Int J Biol Sci 2017; 13(11):1450-1457. doi:10.7150/ijbs.21230
Human colorectal cancer progression correlates with LOX-induced ECM stiffening
1. Department of Gastrointestinal Surgery, the Third Affiliated Hospital, Sun Yat-sen University, Guangzhou, Guangdong 510630, China;
2. Central Laboratory, the Third Affiliated Hospital, Sun Yat-sen University, Guangzhou, Guangdong 510630, China;
3. Vascular Biology Research Institute, School of Basic Course, Guangdong Pharmaceutical University, Guangzhou, Guangdong 510006, China.
* These authors contributed equally to this work.

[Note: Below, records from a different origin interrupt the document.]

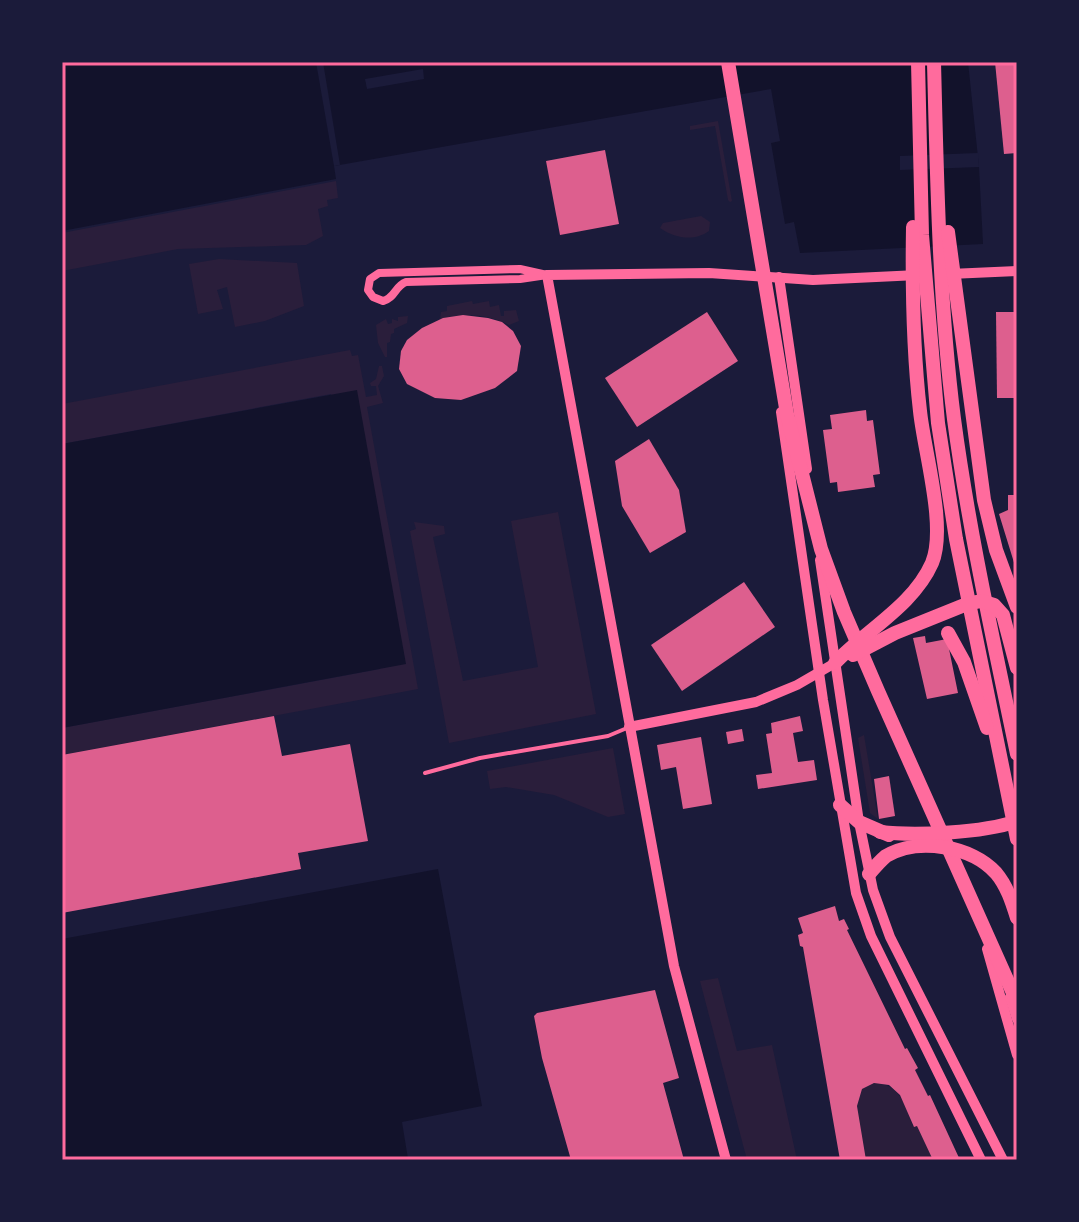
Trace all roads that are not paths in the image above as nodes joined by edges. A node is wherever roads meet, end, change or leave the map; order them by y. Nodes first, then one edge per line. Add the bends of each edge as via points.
1 (731, 62) edge
2 (918, 62) edge
3 (934, 62) edge
4 (919, 123) junction
5 (936, 124) junction
6 (1017, 271) edge
7 (547, 275) junction
8 (760, 276) junction
9 (779, 277) junction
10 (1017, 607) edge
11 (948, 633) dead end
12 (835, 663) junction
13 (1017, 668) edge
14 (820, 672) junction
15 (629, 727) junction
16 (1017, 754) edge
17 (425, 773) dead end
18 (840, 805) junction
19 (1017, 821) edge
20 (859, 822) junction
21 (880, 832) junction
22 (1017, 837) edge
23 (931, 840) junction
24 (908, 842) junction
25 (887, 856) junction
26 (869, 874) junction
27 (963, 882) junction
28 (1017, 918) edge
29 (990, 930) junction
30 (1017, 990) edge
31 (1017, 1002) edge
32 (1017, 1019) edge
33 (1017, 1055) edge
34 (726, 1160) edge
35 (981, 1160) edge
36 (1003, 1160) edge

1 - 27 highway via 787,414 814,526 844,612
1 - 29 highway via 792,412 813,503 849,610
2 - 4 highway
3 - 5 highway
4 - 12 highway via 914,337 938,540 917,588
4 - 22 highway via 923,259 938,423 956,539
5 - 10 highway via 981,484 996,550
5 - 16 highway via 942,283 955,420
6 - 9 street
7 - 7 street via 406,282 383,301 368,287 372,277 384,273 520,269
7 - 8 street
7 - 15 street
8 - 9 street
8 - 14 street
9 - 12 street
11 - 22 highway via 985,723
12 - 13 highway via 895,633 981,601 1003,615
12 - 14 street
12 - 20 street
14 - 15 street via 756,702
14 - 18 street
15 - 17 lane via 608,736
15 - 34 street via 676,975
18 - 20 highway
18 - 35 street via 852,879 871,936
19 - 23 highway
20 - 21 highway
20 - 26 street
21 - 23 highway
21 - 24 highway
23 - 24 highway
23 - 25 highway
23 - 28 highway via 983,861 1005,886
24 - 25 highway
25 - 26 highway
26 - 36 street via 890,937
27 - 31 highway
27 - 33 street
29 - 30 highway
29 - 32 street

Some solid tumors are characterized by extracellular matrix (ECM) remodeling and stiffening, which is related to solid tumor progression and aggression. However, the relationship between ECM stiffness and colorectal cancer (CRC) remains unclear. In this study, we investigated the relevance of ECM stiffness to clinicopathologic features using human CRC tissue microarrays. The results demonstrate that the expression of ECM components in CRC tissues is closely correlated with CRC progression and poor prognosis, which indicates that ECM stiffness may be associated with CRC development. We further studied lysyl oxidase (LOX) expression in CRC tissue and demonstrated that LOX expression is closely correlated with CRC progression. Previous studies showed that P-selectin-mediated platelet accumulation in CRC tissue may up-regulate LOX expression. Our findings indicate that P-selectin-mediated platelet aggregation may up-regulate LOX expression and enhance the remodeling and stiffening of the tumor ECM, which may promote the progression of colorectal cancer. Therefore, LOX may be a potential effective therapeutic target to treat colorectal cancer.
Keywords: tissue stiffness, LOX, colorectal cancer.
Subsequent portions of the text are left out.